## Exercise brief
Every line below that has "index" in it should be copied.

## Material shown
------
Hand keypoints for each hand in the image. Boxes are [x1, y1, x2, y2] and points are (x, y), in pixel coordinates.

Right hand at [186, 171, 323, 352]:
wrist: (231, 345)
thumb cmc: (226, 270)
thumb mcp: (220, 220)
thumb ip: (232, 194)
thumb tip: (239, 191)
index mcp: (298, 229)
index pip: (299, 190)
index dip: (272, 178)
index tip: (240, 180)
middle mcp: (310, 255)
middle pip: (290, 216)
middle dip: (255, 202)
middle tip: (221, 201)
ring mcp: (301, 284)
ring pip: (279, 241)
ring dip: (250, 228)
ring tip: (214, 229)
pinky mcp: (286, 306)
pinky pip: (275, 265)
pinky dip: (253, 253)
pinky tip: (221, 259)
------
## Task answer
index mcp: (298, 229)
index pip: (299, 190)
index dip: (272, 178)
index tip: (240, 180)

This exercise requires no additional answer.